Ce sont des métiers de l'humain, essentiels à la société, mais rien n'est fait pour les aider

Anaïs Rico-Perrier, ex-assistante pédagogique de français

"Et c'est une ambiance générale" ajoute le futur boucher, "les premières années, il y avait un vrai travail d'équipe, en salle des professeurs aussi. Là, maintenant, c'est devenu cordial, les collègues font leurs heures et ce n'est plus la même chose, il n'y a plus de plaisir à échanger".

Sa compagne cite, elle, une déconsidération pour le métier, de la part de la hiérarchie. "Avec le rectorat, la communication est très restreinte" dénonce-t-elle. "C'est compliqué d'obtenir gain de cause quelle que soit la démarche". "On n'a pas les moyens de travailler correctement".

"Ça me trottait dans la tête"

Le couple parle de se reconvertir, Julien Henrotte envisage sérieusement les métiers de bouche… Jusqu'au jour où une enseigne historique de Saint-Claude cherche un repreneur. "On s'est dit 'la boutique est en vente, qu'est-ce qu'on fait ? Est-ce qu'on saute sur l'occasion ?" se souvient Anaïs Rico-Perrier.

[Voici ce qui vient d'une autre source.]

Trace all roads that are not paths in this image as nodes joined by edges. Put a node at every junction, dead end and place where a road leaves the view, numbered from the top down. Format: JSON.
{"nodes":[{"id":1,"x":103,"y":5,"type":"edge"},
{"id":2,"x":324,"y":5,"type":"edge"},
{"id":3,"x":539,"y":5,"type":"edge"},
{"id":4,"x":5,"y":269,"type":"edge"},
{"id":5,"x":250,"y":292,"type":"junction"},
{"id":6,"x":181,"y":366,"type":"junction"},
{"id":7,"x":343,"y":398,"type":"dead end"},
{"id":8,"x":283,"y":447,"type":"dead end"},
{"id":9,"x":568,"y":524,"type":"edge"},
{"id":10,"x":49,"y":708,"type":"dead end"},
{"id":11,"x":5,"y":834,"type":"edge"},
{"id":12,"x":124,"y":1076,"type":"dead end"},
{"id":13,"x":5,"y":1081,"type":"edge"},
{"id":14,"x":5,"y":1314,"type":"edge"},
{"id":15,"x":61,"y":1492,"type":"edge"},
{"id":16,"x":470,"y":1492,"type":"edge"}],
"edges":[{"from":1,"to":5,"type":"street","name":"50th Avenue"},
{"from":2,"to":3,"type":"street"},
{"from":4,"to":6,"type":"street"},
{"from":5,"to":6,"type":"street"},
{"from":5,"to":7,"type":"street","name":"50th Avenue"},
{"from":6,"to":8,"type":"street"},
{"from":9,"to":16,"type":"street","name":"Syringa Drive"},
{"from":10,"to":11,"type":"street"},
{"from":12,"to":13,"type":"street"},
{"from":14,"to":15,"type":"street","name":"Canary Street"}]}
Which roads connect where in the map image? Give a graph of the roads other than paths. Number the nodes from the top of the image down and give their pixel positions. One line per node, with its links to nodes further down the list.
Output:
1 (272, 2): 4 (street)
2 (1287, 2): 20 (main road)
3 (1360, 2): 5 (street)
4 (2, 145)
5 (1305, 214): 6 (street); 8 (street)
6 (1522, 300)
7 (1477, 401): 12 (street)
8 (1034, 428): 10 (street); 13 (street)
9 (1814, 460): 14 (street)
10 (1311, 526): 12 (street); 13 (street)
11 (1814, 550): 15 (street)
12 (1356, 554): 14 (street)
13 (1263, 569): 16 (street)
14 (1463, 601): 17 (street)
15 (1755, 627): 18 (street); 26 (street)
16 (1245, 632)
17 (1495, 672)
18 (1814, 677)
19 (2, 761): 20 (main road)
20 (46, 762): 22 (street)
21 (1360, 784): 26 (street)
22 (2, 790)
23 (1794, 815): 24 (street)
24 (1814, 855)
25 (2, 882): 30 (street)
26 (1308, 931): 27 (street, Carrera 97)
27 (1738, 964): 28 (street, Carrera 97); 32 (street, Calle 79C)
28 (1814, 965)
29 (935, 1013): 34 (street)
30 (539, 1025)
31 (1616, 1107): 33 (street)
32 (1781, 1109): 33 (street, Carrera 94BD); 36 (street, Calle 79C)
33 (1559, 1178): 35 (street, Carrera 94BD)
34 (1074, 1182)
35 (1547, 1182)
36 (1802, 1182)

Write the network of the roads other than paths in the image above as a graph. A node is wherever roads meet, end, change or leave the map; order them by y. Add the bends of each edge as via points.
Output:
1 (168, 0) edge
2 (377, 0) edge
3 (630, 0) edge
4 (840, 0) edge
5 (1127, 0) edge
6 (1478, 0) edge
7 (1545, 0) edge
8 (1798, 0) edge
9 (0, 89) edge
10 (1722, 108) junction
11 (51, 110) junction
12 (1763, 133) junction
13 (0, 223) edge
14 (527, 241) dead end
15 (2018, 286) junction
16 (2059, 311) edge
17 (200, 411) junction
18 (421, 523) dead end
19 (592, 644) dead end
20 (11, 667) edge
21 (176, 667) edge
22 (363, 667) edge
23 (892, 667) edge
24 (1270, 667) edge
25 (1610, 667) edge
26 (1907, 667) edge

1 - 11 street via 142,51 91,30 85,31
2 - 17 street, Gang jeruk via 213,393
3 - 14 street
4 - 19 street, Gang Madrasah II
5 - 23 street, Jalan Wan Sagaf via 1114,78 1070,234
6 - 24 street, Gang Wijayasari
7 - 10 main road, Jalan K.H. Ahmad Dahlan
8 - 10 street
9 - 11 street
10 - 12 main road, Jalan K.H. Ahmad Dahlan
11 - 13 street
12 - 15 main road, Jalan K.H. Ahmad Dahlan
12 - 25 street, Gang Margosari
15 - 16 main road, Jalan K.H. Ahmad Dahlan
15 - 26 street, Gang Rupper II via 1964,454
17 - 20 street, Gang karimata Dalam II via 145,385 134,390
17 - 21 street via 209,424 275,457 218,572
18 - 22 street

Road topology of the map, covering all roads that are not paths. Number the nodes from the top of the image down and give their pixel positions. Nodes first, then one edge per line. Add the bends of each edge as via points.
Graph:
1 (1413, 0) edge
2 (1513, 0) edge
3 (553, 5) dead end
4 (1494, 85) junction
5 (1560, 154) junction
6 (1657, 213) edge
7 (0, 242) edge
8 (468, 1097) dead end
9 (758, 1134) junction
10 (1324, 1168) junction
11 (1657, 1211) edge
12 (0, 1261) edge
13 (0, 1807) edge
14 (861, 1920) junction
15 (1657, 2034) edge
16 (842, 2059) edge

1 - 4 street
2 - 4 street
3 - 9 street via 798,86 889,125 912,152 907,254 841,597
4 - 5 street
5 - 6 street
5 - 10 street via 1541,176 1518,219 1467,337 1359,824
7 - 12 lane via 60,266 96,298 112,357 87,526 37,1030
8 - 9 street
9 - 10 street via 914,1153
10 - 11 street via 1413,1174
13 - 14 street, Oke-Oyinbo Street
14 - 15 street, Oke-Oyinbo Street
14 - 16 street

Le couple se lance. Ils contactent les bouchers qui vendent leur boutique, ne renouvellent pas leurs contrats auprès de l'Éducation nationale. Julien Henrotte débute un CAP à Gevingey. Anaïs Rico-Perrier est formée en ce moment par la propriétaire actuelle. "Jean-Pierre et Corinne Douvres ont eu la gentillesse de nous accueillir dès le départ" raconte-t-elle.

"Finalement, ça se passe très bien, et moi, je suis ravie d'être au contact des clients". Même son de cloche pour Julien Henrotte. "Au final, je suis très bien. Ce n'est plus le même boulot, mais malgré les heures, le côté physique du travail, le nombre de jours par semaine et tout ça… on s'aperçoit qu'on est moins fatigués".

Julien Henrotte a passé ses examens de CAP il y a quelques jours seulement. Si tout se passe bien, sa compagne et lui mèneront bientôt seuls une boucherie ouverte en 1950. Sans regrets, de leur vie d'avant.

En 2020-2021, on comptait 2411 départs volontaires enregistrés chez les enseignants fonctionnaires, selon les derniers chiffres du ministère. C’est près de 4 fois plus qu’en 2010-2011,dix ans plus tôt, où l’on comptait 560 départs volontaires dans la profession.